La fusillade continuait encore lorsque l'infirmier Laisné arriva avec un brancardier. Nuret l'appela, et aidé du caporal David, il courut relever Bernardeau. Entraîné par le capitaine Hérault, il revint à la barricade mais bientôt, déposant son sabre, il retourna, avec un prêtre, sur le champ de bataille qu'il parcourut en tous sens, suivi de l'infirmier Lepeintre. Il reconnut trois cadavres, et revint définitivement à Vitry, après avoir fait réunir un certain nombre de chassepots. Le docteur Chabenat ne tarda pas à arriver de son côté, accompagné d'aumôniers et de brancardiers. Il déployait le drapeau des ambulances, pour relever en sûreté les blessés et les morts qu'il fit emporter immédiatement. Il s'occupait d'un autre cadavre, celui de Malou, soldat de la sixième compagnie, qui était étendu près de la Maison-Blanche, lorsqu'il fut entouré par les Prussiens qui s'emparèrent de lui et de ses infirmiers.


Dr Chabénat, médecin du bataillon
Photo Janicot (Paris)

Il fut interrogé par un officier qui parlait un peu le français, et qui, en vertu de la Convention de Genève, lui permit de rentrer dans ses lignes; mais on ne voulut pas le laisser revenir pour emporter le corps de Malou. Les chassepots, que Nuret avait fait réunir en tas, ne purent être rapportés.

Dans cette affaire, le bataillon eut quarante hommes mis hors de combat, dont quatre tués. Il reçut pour cette journée 6 croix de la Légion d'Honneur et 16 médaille militaires" (Historique du bataillon)

Quatre des six décorés de la journée de la Maison Blanche

Charles Edmond Marie de Curel, adjudant-major
Né le 4/4/1844 à Gap.

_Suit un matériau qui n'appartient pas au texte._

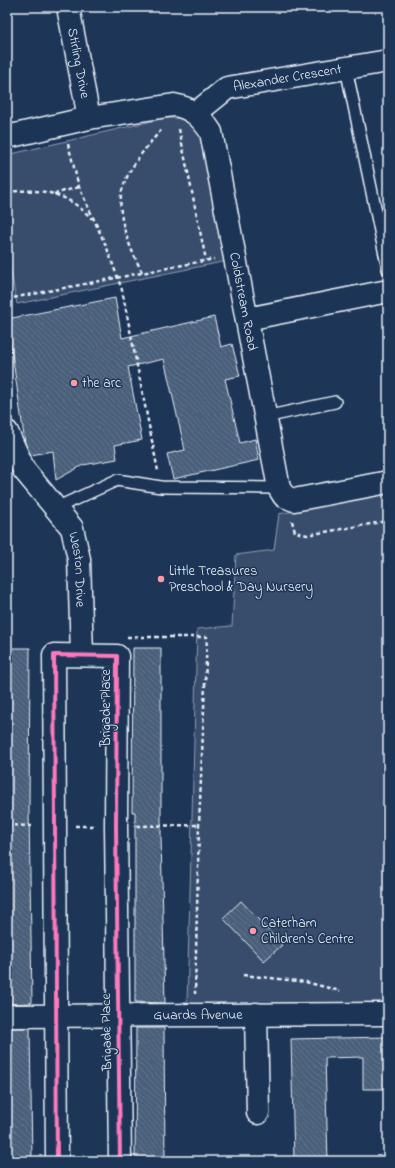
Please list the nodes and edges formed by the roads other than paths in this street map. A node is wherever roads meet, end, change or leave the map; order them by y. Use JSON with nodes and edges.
{"nodes":[{"id":1,"x":68,"y":7,"type":"edge"},
{"id":2,"x":388,"y":61,"type":"edge"},
{"id":3,"x":346,"y":68,"type":"junction"},
{"id":4,"x":182,"y":111,"type":"junction"},
{"id":5,"x":89,"y":118,"type":"junction"},
{"id":6,"x":7,"y":137,"type":"edge"},
{"id":7,"x":388,"y":269,"type":"edge"},
{"id":8,"x":388,"y":291,"type":"edge"},
{"id":9,"x":247,"y":319,"type":"junction"},
{"id":10,"x":335,"y":402,"type":"dead end"},
{"id":11,"x":266,"y":417,"type":"junction"},
{"id":12,"x":7,"y":432,"type":"edge"},
{"id":13,"x":388,"y":482,"type":"edge"},
{"id":14,"x":282,"y":492,"type":"junction"},
{"id":15,"x":56,"y":508,"type":"junction"},
{"id":16,"x":82,"y":656,"type":"junction"},
{"id":17,"x":256,"y":1014,"type":"junction"},
{"id":18,"x":388,"y":1014,"type":"edge"},
{"id":19,"x":117,"y":1015,"type":"junction"},
{"id":20,"x":7,"y":1016,"type":"edge"},
{"id":21,"x":55,"y":1016,"type":"junction"},
{"id":22,"x":258,"y":1113,"type":"dead end"},
{"id":23,"x":57,"y":1161,"type":"edge"},
{"id":24,"x":120,"y":1161,"type":"edge"}],
"edges":[{"from":1,"to":5,"type":"street","name":"Stirling Drive"},
{"from":2,"to":3,"type":"street","name":"Alexander Crescent"},
{"from":3,"to":4,"type":"street","name":"Alexander Crescent"},
{"from":3,"to":7,"type":"lane"},
{"from":4,"to":5,"type":"street"},
{"from":4,"to":9,"type":"street","name":"Coldstream Road"},
{"from":5,"to":6,"type":"street"},
{"from":8,"to":9,"type":"street"},
{"from":9,"to":11,"type":"street","name":"Coldstream Road"},
{"from":10,"to":11,"type":"lane"},
{"from":11,"to":14,"type":"street","name":"Coldstream Road"},
{"from":12,"to":15,"type":"street","name":"Weston Drive"},
{"from":13,"to":14,"type":"street"},
{"from":14,"to":15,"type":"lane"},
{"from":15,"to":16,"type":"street","name":"Weston Drive"},
{"from":16,"to":19,"type":"street","name":"Brigade Place"},
{"from":16,"to":21,"type":"street","name":"Brigade Place"},
{"from":17,"to":18,"type":"street","name":"Guards Avenue"},
{"from":17,"to":19,"type":"street","name":"Guards Avenue"},
{"from":17,"to":22,"type":"street"},
{"from":19,"to":21,"type":"street","name":"Guards Avenue"},
{"from":19,"to":24,"type":"street","name":"Brigade Place"},
{"from":20,"to":21,"type":"street","name":"Guards Avenue"},
{"from":21,"to":23,"type":"street","name":"Brigade Place"}]}
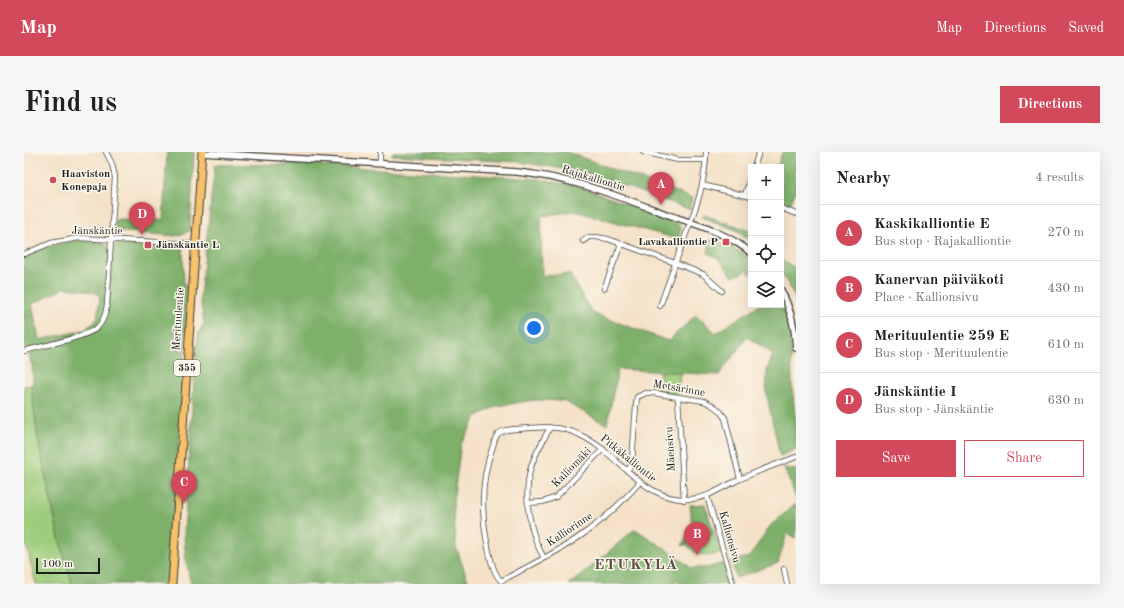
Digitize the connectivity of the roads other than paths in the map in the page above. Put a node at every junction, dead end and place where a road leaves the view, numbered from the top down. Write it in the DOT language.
graph roads {
  1 [pos="106,152"];
  2 [pos="202,152"];
  3 [pos="380,152"];
  4 [pos="643,152"];
  5 [pos="706,152"];
  6 [pos="759,152"];
  7 [pos="706,160"];
  8 [pos="380,164"];
  9 [pos="755,164"];
  10 [pos="702,185"];
  11 [pos="748,186"];
  12 [pos="745,195"];
  13 [pos="748,196"];
  14 [pos="784,209"];
  15 [pos="796,214"];
  16 [pos="690,222"];
  17 [pos="111,239"];
  18 [pos="583,241"];
  19 [pos="195,244"];
  20 [pos="621,244"];
  21 [pos="748,251"];
  22 [pos="24,254"];
  23 [pos="675,263"];
  24 [pos="604,290"];
  25 [pos="722,290"];
  26 [pos="784,297"];
  27 [pos="660,306"];
  28 [pos="796,348"];
  29 [pos="24,351"];
  30 [pos="678,397"];
  31 [pos="550,427"];
  32 [pos="603,449"];
  33 [pos="796,457"];
  34 [pos="628,470"];
  35 [pos="740,479"];
  36 [pos="640,482"];
  37 [pos="707,496"];
  38 [pos="684,500"];
  39 [pos="528,503"];
  40 [pos="544,558"];
  41 [pos="784,569"];
  42 [pos="501,581"];
  43 [pos="172,584"];
  44 [pos="733,584"];
  45 [pos="788,584"];
  1 -- 17 [label="street"];
  2 -- 8 [label="street, Rajakalliontie"];
  2 -- 19 [label="main road, Merituulentie / 355"];
  3 -- 8 [label="street"];
  4 -- 7 [label="street"];
  5 -- 7 [label="street"];
  6 -- 9 [label="street"];
  7 -- 10 [label="street"];
  8 -- 16 [label="street, Rajakalliontie"];
  10 -- 12 [label="street"];
  10 -- 16 [label="street"];
  11 -- 12 [label="street"];
  12 -- 13 [label="street"];
  14 -- 15 [label="street"];
  16 -- 21 [label="street, Rajakalliontie"];
  16 -- 23 [label="street"];
  17 -- 19 [label="street, Jänskäntie"];
  17 -- 22 [label="street, Jänskäntie"];
  17 -- 29 [label="street"];
  18 -- 20 [label="street"];
  19 -- 43 [label="main road, Merituulentie / 355"];
  20 -- 23 [label="street"];
  20 -- 24 [label="street"];
  23 -- 25 [label="street"];
  23 -- 27 [label="street"];
  26 -- 28 [label="street"];
  30 -- 34 [label="street, Metsärinne"];
  30 -- 35 [label="street, Metsärinne"];
  30 -- 38 [label="street, Mäensivu"];
  31 -- 32 [label="street, Pitkäkalliontie"];
  31 -- 39 [label="street"];
  31 -- 42 [label="street, Pitkäkalliontie"];
  32 -- 34 [label="street, Pitkäkalliontie"];
  32 -- 39 [label="street, Kalliomäki"];
  33 -- 35 [label="street, Pitkäkalliontie"];
  34 -- 36 [label="street, Pitkäkalliontie"];
  35 -- 37 [label="street, Pitkäkalliontie"];
  36 -- 38 [label="street, Pitkäkalliontie"];
  36 -- 40 [label="street, Kalliorinne"];
  37 -- 38 [label="street, Pitkäkalliontie"];
  37 -- 44 [label="street, Kallionsivu"];
  39 -- 40 [label="street"];
  40 -- 42 [label="street, Kalliorinne"];
  41 -- 45 [label="street"];
}
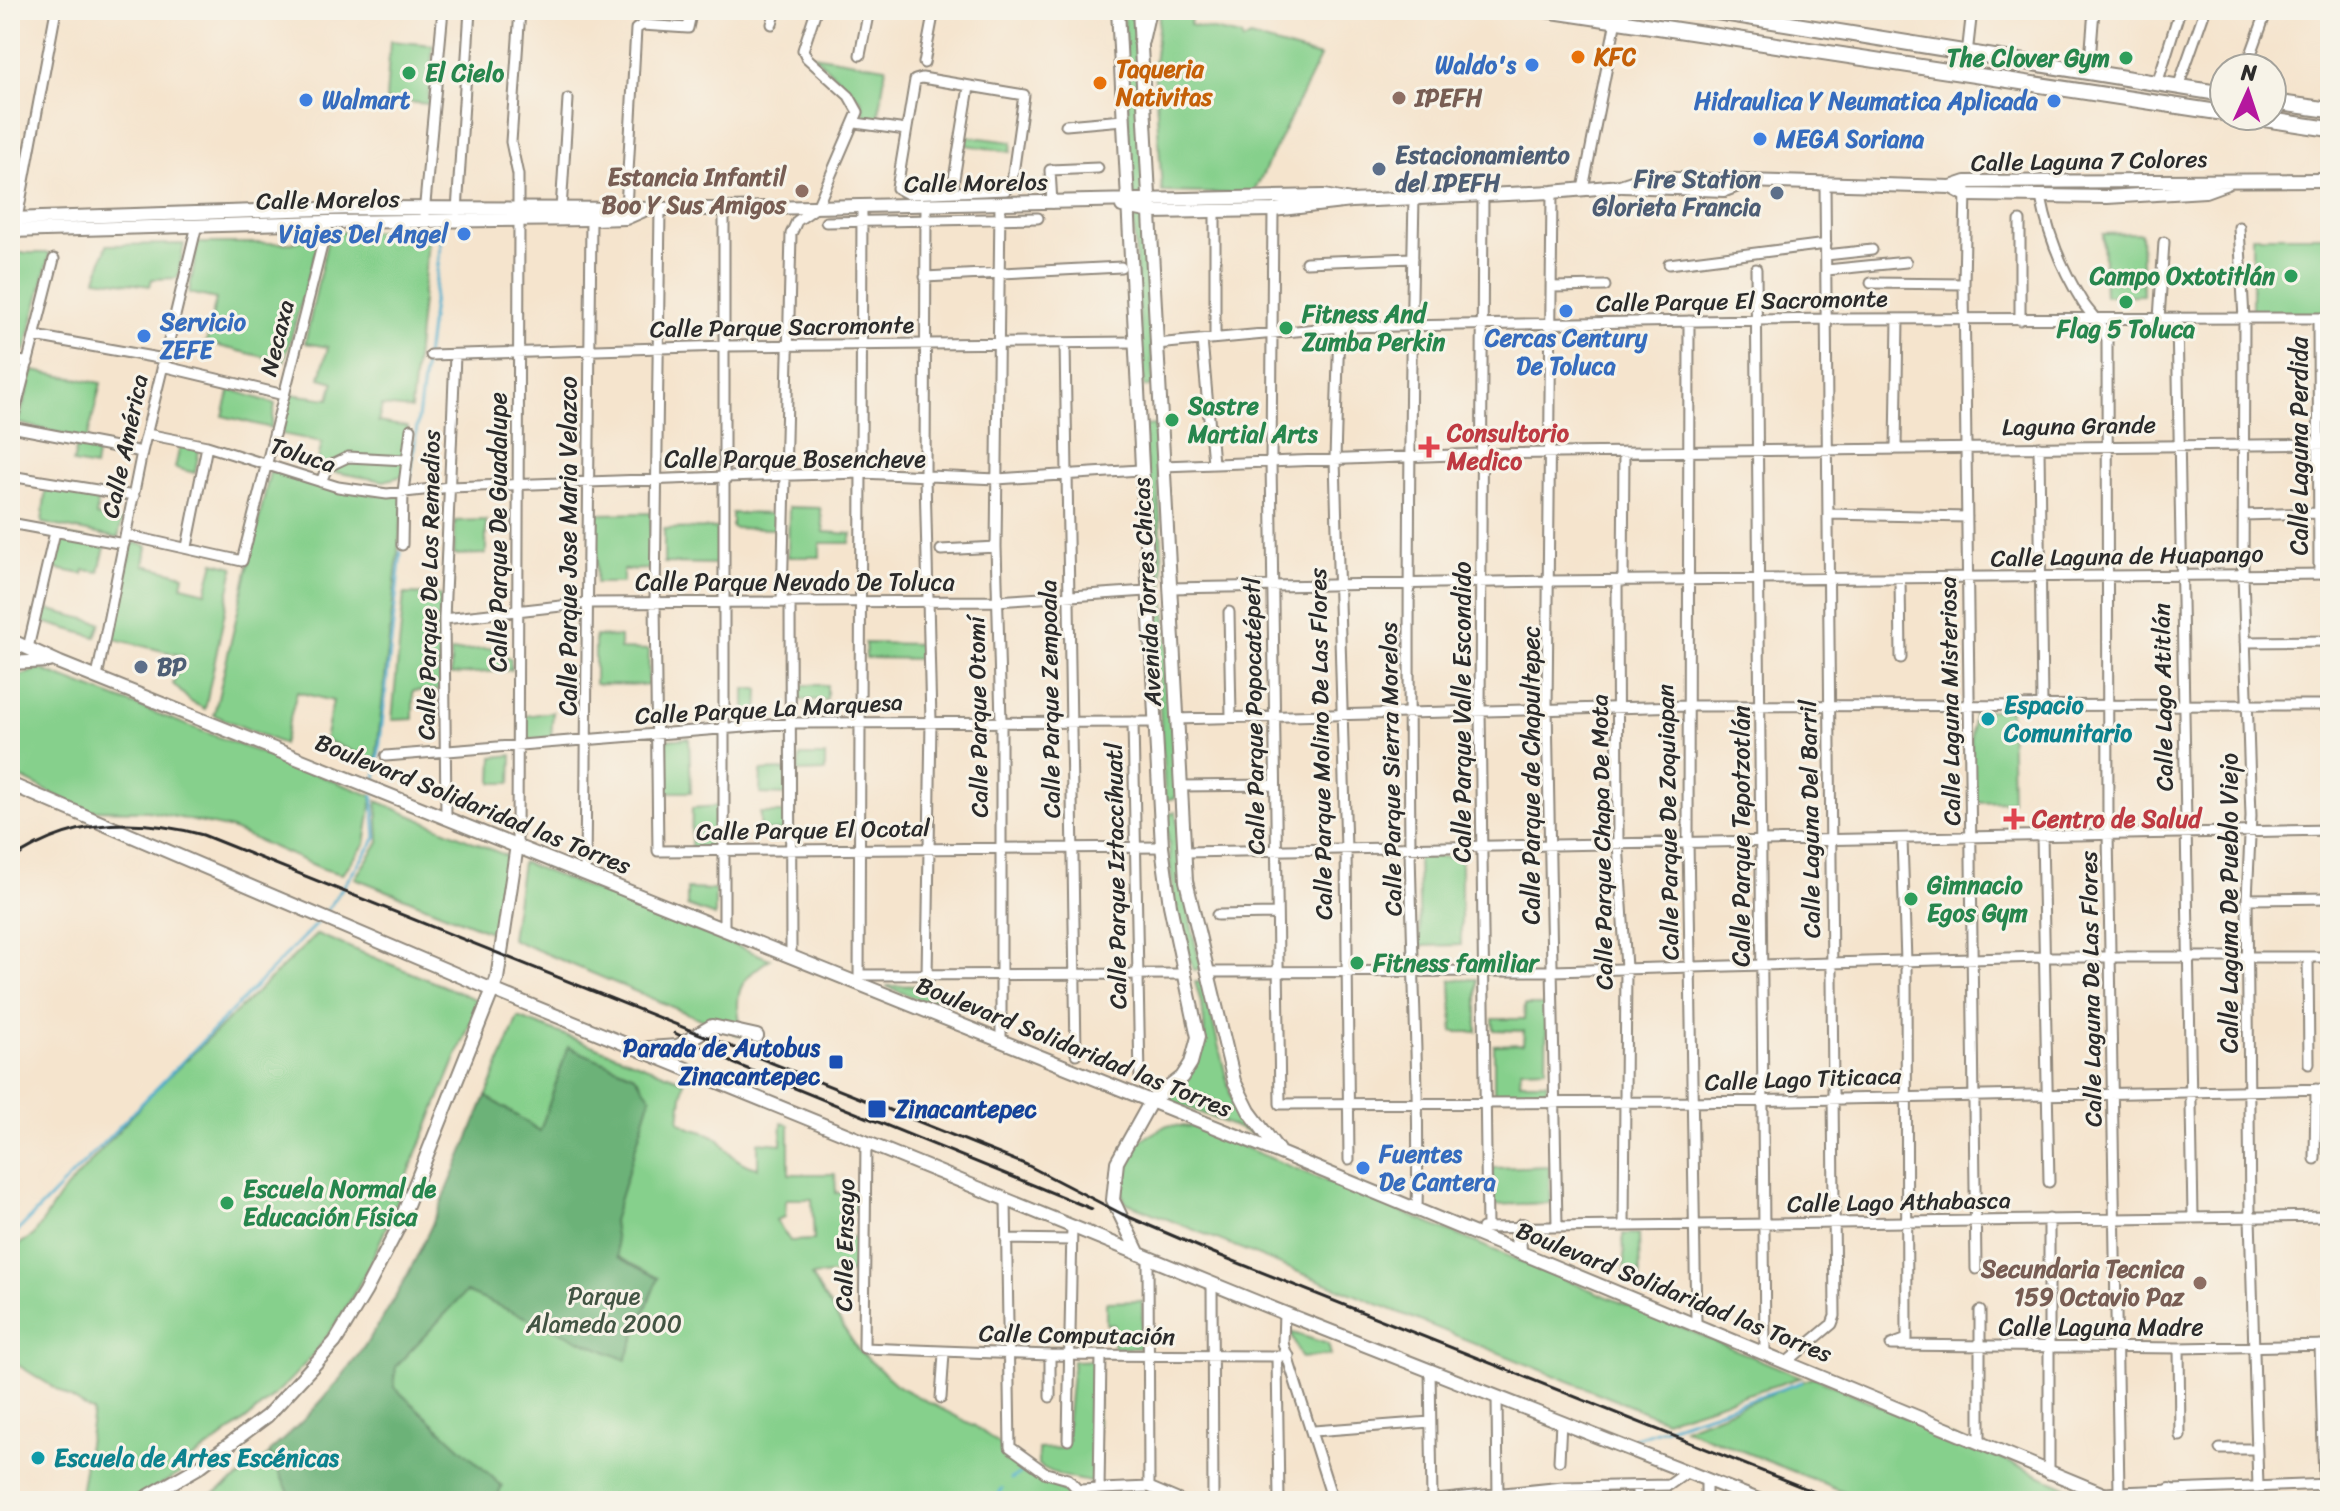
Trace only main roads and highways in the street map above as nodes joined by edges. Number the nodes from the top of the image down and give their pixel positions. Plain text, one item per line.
1 (1118, 10) edge
2 (1139, 10) edge
3 (1148, 10) edge
4 (1546, 10) edge
5 (1704, 10) edge
6 (1618, 15) edge
7 (1772, 16) edge
8 (1141, 41) junction
9 (2208, 92) edge
10 (2288, 104) edge
11 (2208, 110) edge
12 (2330, 110) edge
13 (2288, 123) edge
14 (2330, 129) edge
15 (2330, 180) edge
16 (2227, 183) junction
17 (1966, 188) junction
18 (1351, 201) junction
19 (1123, 203) junction
20 (1151, 205) junction
21 (645, 209) junction
22 (424, 215) junction
23 (519, 215) junction
24 (13, 225) edge
25 (1158, 396) junction
26 (1136, 397) junction
27 (1160, 422) junction
28 (1138, 424) junction
29 (10, 640) edge
30 (10, 663) edge
31 (60, 663) junction
32 (14, 785) edge
33 (1181, 805) junction
34 (1159, 807) junction
35 (517, 845) junction
36 (1208, 972) junction
37 (1186, 974) junction
38 (493, 990) junction
39 (509, 996) junction
40 (486, 1010) junction
41 (757, 1036) dead end
42 (633, 1047) junction
43 (1151, 1101) junction
44 (1280, 1153) junction
45 (1522, 1226) road end
46 (1519, 1251) junction
47 (1144, 1256) junction
48 (2120, 1496) edge
49 (140, 1501) edge
50 (1761, 1501) edge

1 - 19 main road, Avenida Torres Chicas
2 - 8 main road, Avenida Torres Chicas
3 - 8 main road
4 - 6 main road
5 - 7 main road
6 - 11 main road
7 - 9 main road
8 - 20 main road, Avenida Torres Chicas
10 - 12 main road
13 - 14 main road
15 - 16 main road, Calle Laguna 7 Colores
16 - 17 main road, Calle Laguna 7 Colores
16 - 17 main road, Calle Laguna 7 Colores
17 - 18 main road, Calle Laguna 7 Colores
18 - 20 main road, Calle Laguna 7 Colores
18 - 20 main road, Calle Laguna 7 Colores
19 - 20 main road, Calle Laguna 7 Colores
19 - 21 main road, Calle Morelos
19 - 26 main road, Avenida Torres Chicas
20 - 25 main road, Avenida Torres Chicas
21 - 23 main road, Calle Morelos
21 - 23 main road, Calle Morelos
22 - 23 main road, Calle Morelos
22 - 23 main road, Calle Morelos
22 - 24 main road, Calle Morelos
22 - 24 main road, Calle Morelos
25 - 26 main road
25 - 27 main road, Avenida Torres Chicas
26 - 28 main road, Avenida Torres Chicas
27 - 28 main road
27 - 33 main road, Avenida Torres Chicas
28 - 34 main road, Avenida Torres Chicas
29 - 31 main road, Boulevard Solidaridad las Torres
30 - 31 main road
31 - 35 main road, Boulevard Solidaridad las Torres
32 - 38 main road
33 - 34 main road
33 - 36 main road, Avenida Torres Chicas
34 - 37 main road, Avenida Torres Chicas
35 - 38 main road
35 - 43 main road, Boulevard Solidaridad las Torres
36 - 37 main road
36 - 44 main road, Avenida Torres Chicas
37 - 43 main road, Avenida Torres Chicas
38 - 39 main road
38 - 40 main road
39 - 40 main road
39 - 42 main road
40 - 49 main road
41 - 42 main road
42 - 47 main road
43 - 44 main road, Boulevard Solidaridad las Torres
43 - 47 main road, Avenida Torres Chicas
44 - 46 main road, Boulevard Solidaridad las Torres
45 - 46 main road
46 - 48 main road, Boulevard Solidaridad las Torres
47 - 50 main road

Mort le 12/7/1902.

Paul Albert Gustave Desjeux capitaine de la première compagnie
Né le 29/6/1841 à Neuffontaines (Nièvre).
Mort le 8/11/1880

Ferdinand Chertier capitaine de la sixième compagnie
Né le 9/3/1843 à Bourges
Mort le 22/2/1914

Henri Boucheron, Lieutenant de la septième compagnie
Blessé mortellement lors de l'attaque de la Maison Blanche
d'une balle qui lui traverse la montre et pénêtre au côté gauche de la hanche.

Après cette sanglante affaire, la bataillon est de service de tranchée à Vitry jusqu'en janvier 1871, position où il se trouve lors de la déclaration d'armistice. Le bataillon rentre donc à Paris et doit livrer ses armes.

Ayant reçu l'ordre de rentrer dans l'Indre le 15 mars, la bataillon rejoint Chateauroux le 20 mars après avoir fait le trajet à pied jusqu'à Orléans. Le 22 mars les hommes sont démobilisés.

Une dernière réunion aura lieu le 10/4 à Issoudun lors d'un service religieux célébré en la mémoire des hommes morts.